CHARLOTTE, N.C. — In the months following March’s impulsive legislation regulating bathroom use and non-discrimination protections, the state of North Carolina has lost millions of dollars of revenue due to the controversial nature of House Bill 2. Celebrities such as Bruce Springsteen and Pearl Jam have canceled shows in the state, corporations like Pepsi and American Airlines have expressed their disapproval and their support of a total repeal, and four federal lawsuits have been filed on both sides of the argument.
Related: Boycotts & Benefits: Artists respond to HB2
Now, in one of the most financially drastic protests of the controversial law, the NBA has announced that it will be following through on its threat to move the 2017 All-Star Game out of Charlotte, where it was formerly planned to be held. This decision will cost the city of Charlotte and North Carolina as a whole an estimated $100 million.
The organization had long threatened to make this move if HB2 stayed on the books in its discriminatory form. In June, amidst rumors of amendments to the law that were minor at best, the NBA released a statement that it did not support such minimal changes.
Now, the NBA said in a statement, “While we recognize that the NBA cannot choose the law in every city, state, and country in which we do business, we do not believe we can successfully host our All-Star festivities in Charlotte in the climate created by HB2.” The organization believes that the purpose of the event is to “bring together all members of the NBA community — current and former players, league and team officials, business partners, and fans,” including those who identify as LGBT.
Related: LGBT leaders thank Charlotte City Council for not repealing non-discrimination ordinance
The NBA’s statement alludes to a key result of HB2; the social climate of the state has changed severely during the six months following the legislation’s approval. From loud-and-proud protests against the law, to gatherings of faith leaders praying for support of HB2, there has been an undeniable environment of ideological conflict verging on outright hatred. This sense of bitter strife was reaffirmed by Gov. Pat McCrory’s response to the NBA’s decision, a statement which The New York Times described as “blistering.” McCrory condemned “the sports and entertainment elite” and other opponents of HB2 for “misrepresenting our laws.”
Outspoken opponents of the law have praised the NBA’s decision, including Chad Griffin, president of the national organization the Human Rights Campaign.
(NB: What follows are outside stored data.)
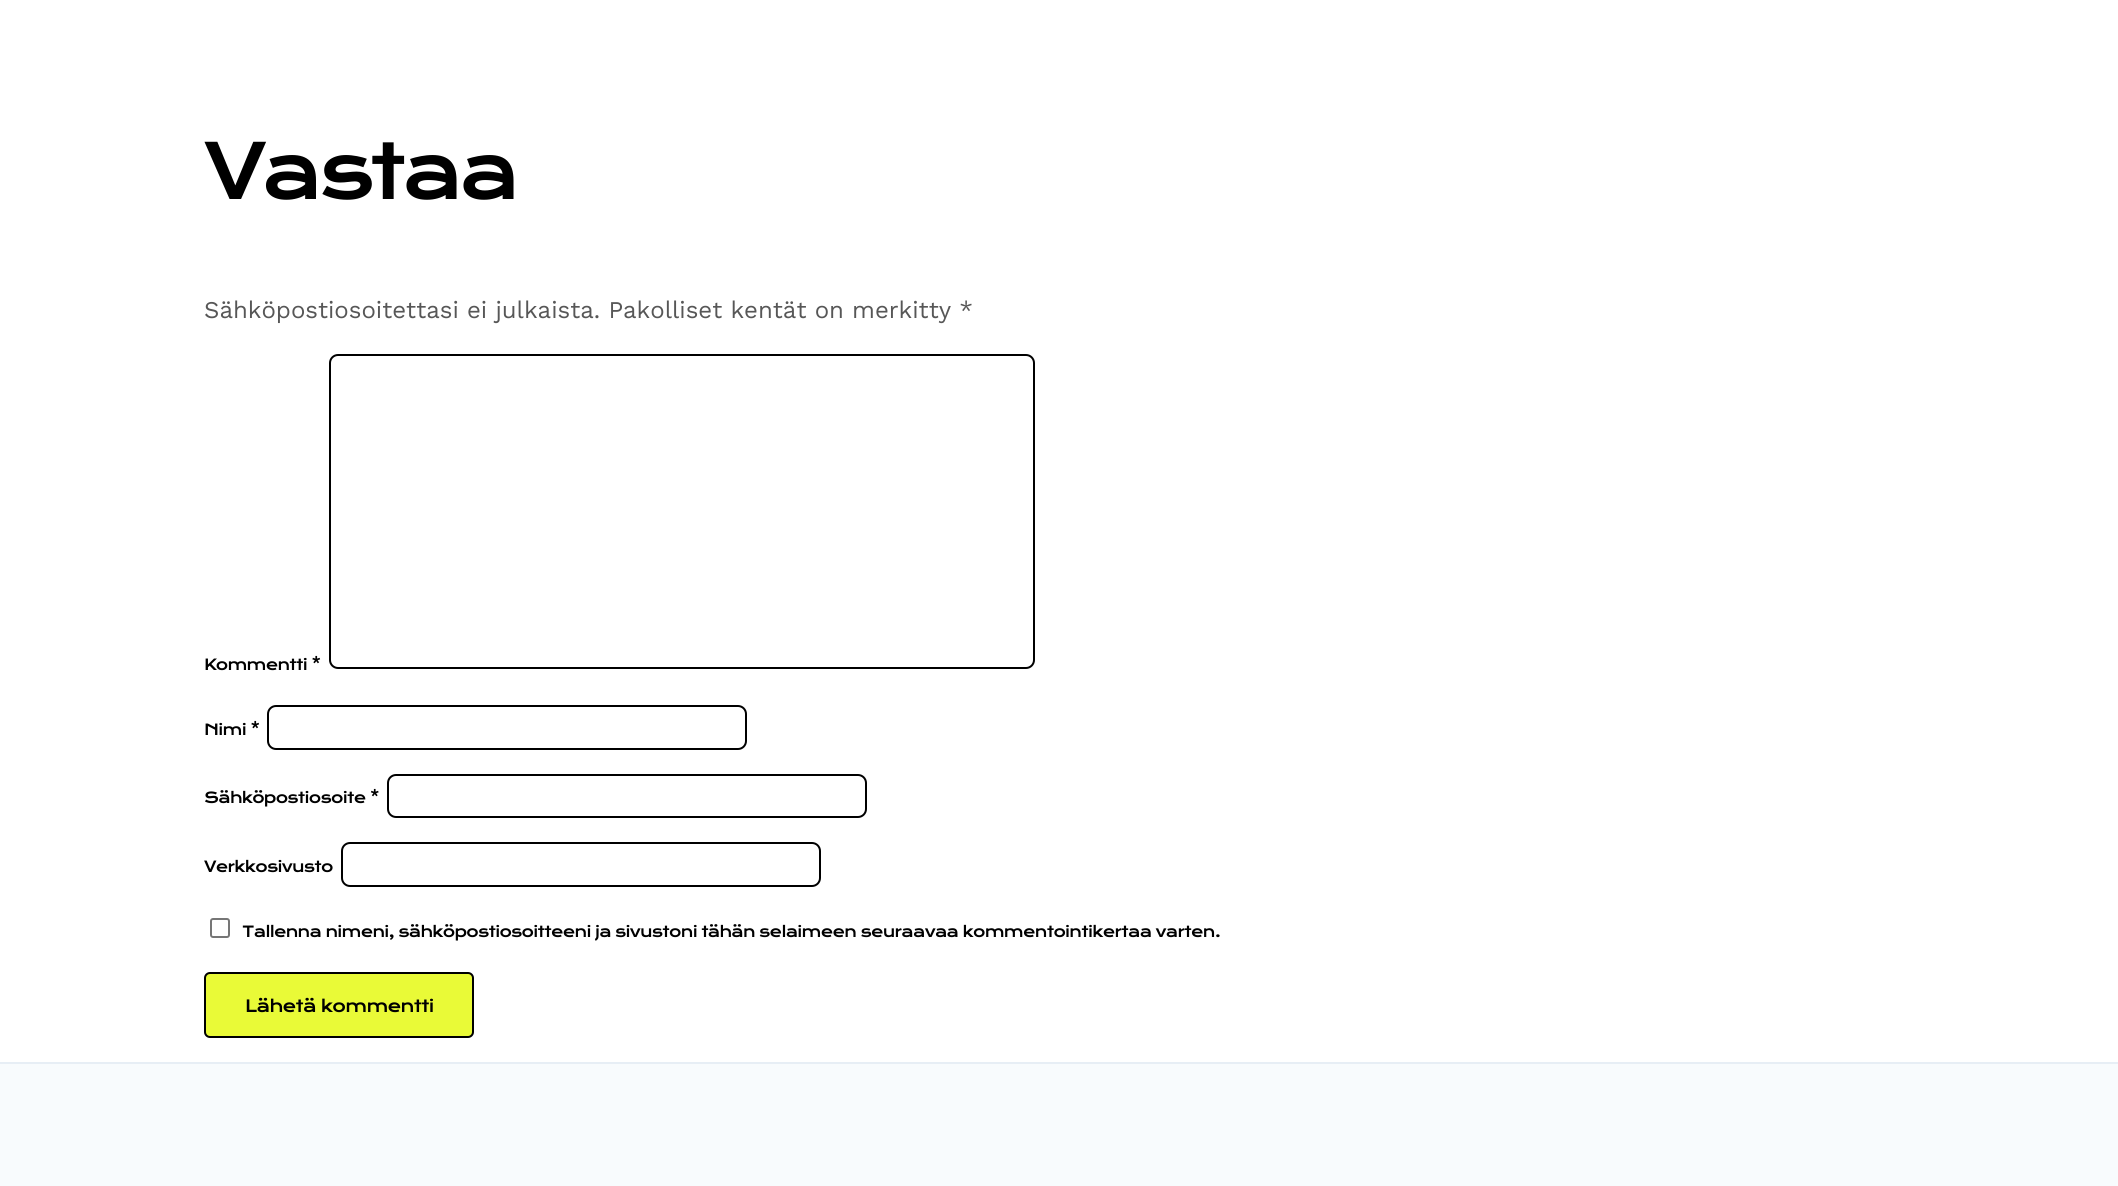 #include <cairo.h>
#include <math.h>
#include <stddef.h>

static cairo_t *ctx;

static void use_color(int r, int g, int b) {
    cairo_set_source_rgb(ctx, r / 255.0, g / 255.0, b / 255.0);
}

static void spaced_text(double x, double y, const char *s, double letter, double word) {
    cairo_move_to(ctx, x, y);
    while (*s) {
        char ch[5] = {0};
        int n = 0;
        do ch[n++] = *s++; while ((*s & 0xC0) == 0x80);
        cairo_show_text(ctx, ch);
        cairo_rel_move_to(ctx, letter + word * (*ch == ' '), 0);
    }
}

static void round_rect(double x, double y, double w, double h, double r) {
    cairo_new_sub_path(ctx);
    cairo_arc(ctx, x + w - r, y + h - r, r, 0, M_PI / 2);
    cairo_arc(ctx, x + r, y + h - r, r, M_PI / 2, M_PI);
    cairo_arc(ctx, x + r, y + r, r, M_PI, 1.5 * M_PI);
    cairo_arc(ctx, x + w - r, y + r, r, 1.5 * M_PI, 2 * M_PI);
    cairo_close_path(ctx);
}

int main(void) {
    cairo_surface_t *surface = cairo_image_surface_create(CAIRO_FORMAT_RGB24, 2118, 1186);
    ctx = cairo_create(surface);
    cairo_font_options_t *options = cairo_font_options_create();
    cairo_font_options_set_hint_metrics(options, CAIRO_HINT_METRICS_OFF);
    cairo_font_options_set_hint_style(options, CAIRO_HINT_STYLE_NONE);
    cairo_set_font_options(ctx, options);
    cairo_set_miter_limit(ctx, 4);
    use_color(255, 255, 255);
    cairo_paint(ctx);
    cairo_select_font_face(ctx, "Krona One", CAIRO_FONT_SLANT_NORMAL, CAIRO_FONT_WEIGHT_NORMAL);
    cairo_set_font_size(ctx, 75);
    use_color(0, 0, 0);
    spaced_text(204, 199, "Vastaa", -5.25, 0);
    cairo_select_font_face(ctx, "Work Sans", CAIRO_FONT_SLANT_NORMAL, CAIRO_FONT_WEIGHT_NORMAL);
    cairo_set_font_size(ctx, 24);
    use_color(87, 87, 87);
    cairo_move_to(ctx, 204, 318);
    cairo_show_text(ctx, "Sähköpostiosoitettasi ei julkaista. Pakolliset kentät on merkitty *");
    cairo_select_font_face(ctx, "Krona One", CAIRO_FONT_SLANT_NORMAL, CAIRO_FONT_WEIGHT_NORMAL);
    cairo_set_font_size(ctx, 15);
    use_color(0, 0, 0);
    spaced_text(204, 670, "Kommentti *", -0.75, 0);
    round_rect(330, 355, 704, 313, 8);
    cairo_stroke(ctx);
    spaced_text(204, 735, "Nimi *", -0.75, 0);
    round_rect(268, 706, 478, 43, 8);
    cairo_stroke(ctx);
    spaced_text(204, 803, "Sähköpostiosoite *", -0.75, 0);
    round_rect(388, 775, 478, 42, 8);
    cairo_stroke(ctx);
    spaced_text(204, 872, "Verkkosivusto", -0.75, 0);
    round_rect(342, 843, 478, 43, 8);
    cairo_stroke(ctx);
    round_rect(211, 919, 18, 18, 2);
    use_color(118, 118, 118);
    cairo_stroke(ctx);
    use_color(0, 0, 0);
    spaced_text(242, 937, "Tallenna nimeni, sähköpostiosoitteeni ja sivustoni tähän selaimeen seuraavaa kommentointikertaa varten.", -0.75, 0);
    use_color(233, 250, 55);
    round_rect(205, 973, 268, 64, 5);
    cairo_fill_preserve(ctx);
    use_color(0, 0, 0);
    cairo_stroke(ctx);
    cairo_set_font_size(ctx, 16.5);
    spaced_text(245, 1012, "Lähetä kommentti", -0.75, 0);
    use_color(248, 251, 253);
    cairo_rectangle(ctx, 0, 1064, 2118, 122);
    cairo_fill(ctx);
    use_color(231, 238, 245);
    cairo_rectangle(ctx, 0, 1062, 2118, 2);
    cairo_fill(ctx);
    cairo_surface_write_to_png(surface, "result.png");
    cairo_font_options_destroy(options);
    cairo_destroy(ctx);
    cairo_surface_destroy(surface);
    return 0;
} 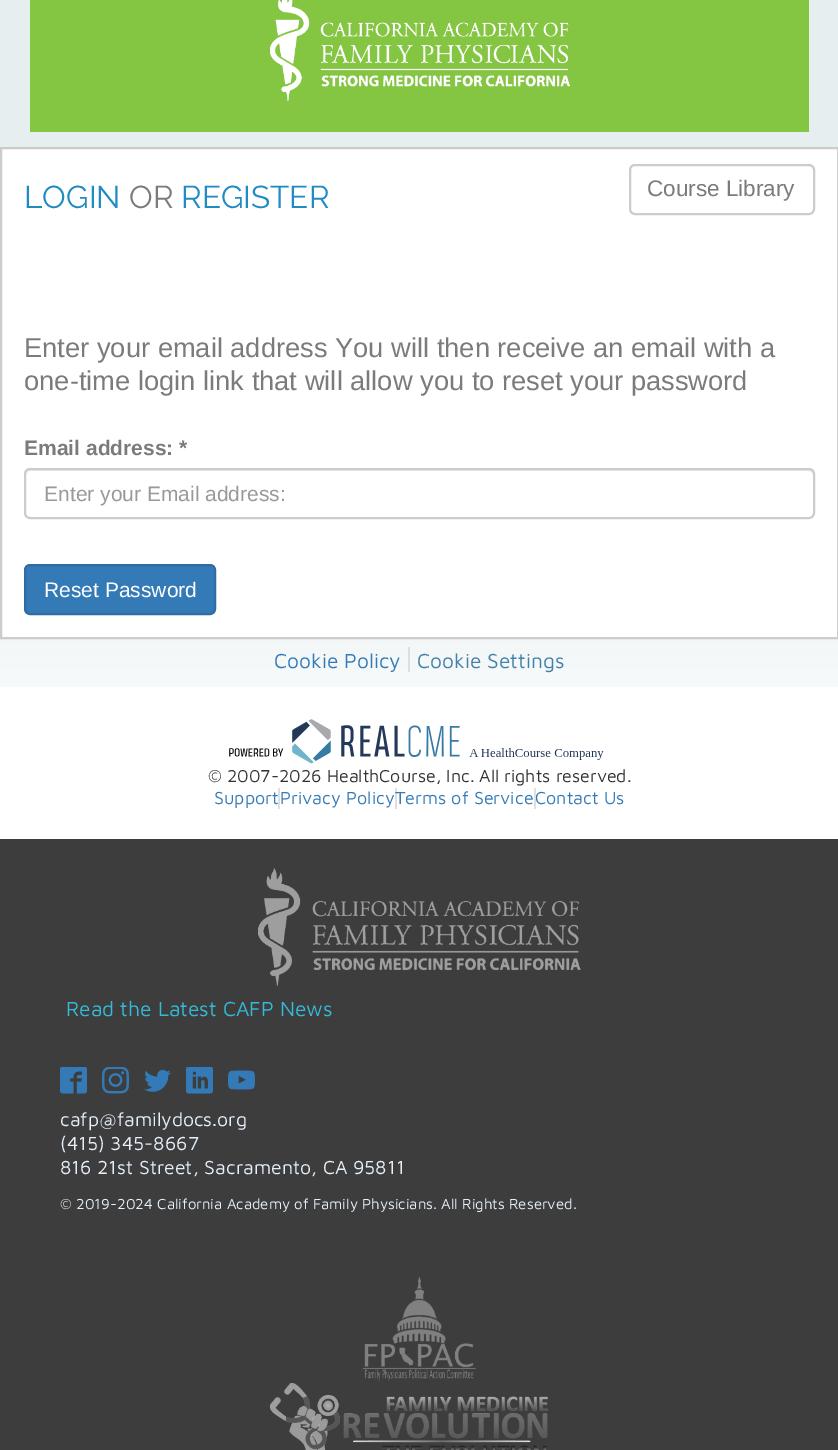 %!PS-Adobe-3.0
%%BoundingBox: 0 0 838 1450
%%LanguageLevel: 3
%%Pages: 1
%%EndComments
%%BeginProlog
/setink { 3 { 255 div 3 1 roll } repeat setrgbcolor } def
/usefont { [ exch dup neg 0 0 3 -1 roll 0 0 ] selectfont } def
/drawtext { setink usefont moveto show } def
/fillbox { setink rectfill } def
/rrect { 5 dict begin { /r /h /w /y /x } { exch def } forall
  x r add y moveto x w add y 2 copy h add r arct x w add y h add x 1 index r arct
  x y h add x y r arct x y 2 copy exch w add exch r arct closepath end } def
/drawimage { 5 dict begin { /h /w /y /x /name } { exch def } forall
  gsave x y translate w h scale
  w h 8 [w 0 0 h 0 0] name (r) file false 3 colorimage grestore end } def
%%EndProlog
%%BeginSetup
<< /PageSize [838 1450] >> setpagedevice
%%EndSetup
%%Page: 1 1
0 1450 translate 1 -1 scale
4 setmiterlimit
0 0 838 1450 255 255 255 fillbox
(assets/img1.rgb) 0 0 838 687 drawimage
30 0 779 132 132 198 66 fillbox
(assets/img2.rgb) 270 0 300 102 drawimage
255 255 255 setink
1 148 moveto 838 148 lineto 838 638 lineto 1 638 lineto closepath gsave fill grestore
204 204 204 setink
2 setlinewidth
stroke
(LOGIN) 24 208 /Raleway-Regular 31.5 30 139 195 drawtext
(OR) 129 208 /Raleway-Regular 31.5 123 123 123 drawtext
(REGISTER) 181 208 /Raleway-Regular 31.5 30 139 195 drawtext
204 204 204 setink
630 165 184 49 5 rrect stroke
(Course Library) 647 196 /LiberationSans-Regular 22.5 123 123 123 drawtext
(Enter your email address You will then receive an email with a) 24 357 /LiberationSans-Regular 27.3 123 123 123 drawtext
(one-time login link that will allow you to reset your password) 24 390 /LiberationSans-Regular 27.3 123 123 123 drawtext
(Email address: *) 24 455 /LiberationSans-Bold 21 123 123 123 drawtext
236 236 236 setink
30 471 moveto 808 471 lineto 811 471 813 473 813 476 curveto 813 475 lineto 813 472 811 470 808 470 curveto 31 470 lineto 28 470 26 472 26 475 curveto 26 476 lineto 26 473 28 471 30 471 curveto closepath fill
204 204 204 setink
25 469 789 49 5 rrect stroke
(Enter your Email address:) 44 501 /LiberationSans-Regular 21 153 153 153 drawtext
51 122 183 setink
25 565 190 49 5 rrect gsave fill grestore
46 109 164 setink
stroke
(Reset Password) 44 597 /LiberationSans-Regular 21 255 255 255 drawtext
408 647 2 25 223 223 223 fillbox
(Cookie Policy) 274 668 /MavenPro-Regular 21 51 122 183 drawtext
(Cookie Settings) 417 668 /MavenPro-Regular 21 66 129 169 drawtext
(assets/img3.rgb) 229 719 375 45 drawimage
(© 2007-2026 HealthCourse, Inc. All rights reserved.) 208 782 /MavenPro-Regular 17.85 51 51 51 drawtext
278 788 2 21 223 223 223 fillbox
(Support) 214 804 /MavenPro-Regular 18 51 122 183 drawtext
395 788 2 21 223 223 223 fillbox
(Privacy Policy) 280 804 /MavenPro-Regular 18 51 122 183 drawtext
534 788 2 21 223 223 223 fillbox
(Terms of Service) 395 804 /MavenPro-Regular 18 51 122 183 drawtext
(Contact Us) 535 804 /MavenPro-Regular 18 51 122 183 drawtext
0 839 838 611 61 61 61 fillbox
(assets/img4.rgb) 258 868 323 119 drawimage
(Read the Latest CAFP News) 66 1016 /MavenPro-Regular 21 54 186 216 drawtext
(assets/img5.rgb) 60 1067 27 27 drawimage
(assets/img6.rgb) 102 1067 27 27 drawimage
(assets/img7.rgb) 144 1069 27 23 drawimage
(assets/img8.rgb) 186 1067 27 27 drawimage
(assets/img9.rgb) 228 1070 27 20 drawimage
(cafp@familydocs.org) 60 1126 /MavenPro-Regular 19.5 230 240 250 drawtext
(\(415\) 345-8667) 60 1150 /MavenPro-Regular 19.5 230 240 250 drawtext
(816 21st Street, Sacramento, CA 95811) 60 1174 /MavenPro-Regular 19.5 230 240 250 drawtext
(© 2019-2024 California Academy of Family Physicians. All Rights Reserved.) 60 1209 /MavenPro-Regular 15 230 240 250 drawtext
(assets/img10.rgb) 362 1277 114 104 drawimage
(assets/img11.rgb) 270 1383 278 67 drawimage
showpage
%%EOF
“Every day that HB2 remains on the books, people across North Carolina are at risk of real harm,” Griffin said in a statement. “We appreciate the leadership of the NBA in standing up for equality and call once again on lawmakers to repeal this vile HB2 law.”
Related: Duke Blue Devils have hole in schedule due to HB2
The Gay, Lesbian and Straight Education Network (GLSEN) released another statement praising the NBA’s decision.
“On behalf of lesbian, gay, bisexual, transgender, queer and questioning (LGBTQ) youth across the country, GLSEN thanks the NBA for sending a strong and clear message that discrimination is unacceptable,” said Executive Director Dr. Eliza Byard. “When the chips are down, true allies make the tough call. Right now, the defense of civil rights for all communities must be front and center for all of us.”
Political candidates have not missed the chance to comment as well. Linda Coleman, a candidate for North Carolina lieutenant governor, responded that the NBA’s announcement is “yet another sad example of how the reckless Republican agenda in Raleigh is hurting our economy.”
At the local level, Charlotte Mayor Jennifer Roberts expressed her deep disappointment, reminding readers that “Charlotte has shown its commitment to equal rights and inclusion and will continue to promote those values.”
The Professional Golf Association (PGA) seems to be inclined to follow suit with the NBA. The PGA said in a statement, “As we look to future events, our willingness to consider coming back to the state of North Carolina will be severely impacted unless HB2 is overturned.”
Related: NCAA reconsidering non-LGBT friendly host cities, could affect Carolinas
The PGA did, however, clarify that their upcoming tour will remain in North Carolina, citing that the Quail Hollow Club where it will be held “is a private facility not subject to all the provisions of HB2, at the 2017 PGA Championship we plan to allow spectators to use the restroom that conforms with their gender identity or gender expression.”
With such a major financial blow to the state, it remains to be seen whether the legislature will take action and perhaps call another special legislative session — this one to repair the damage that the infamous March session provoked.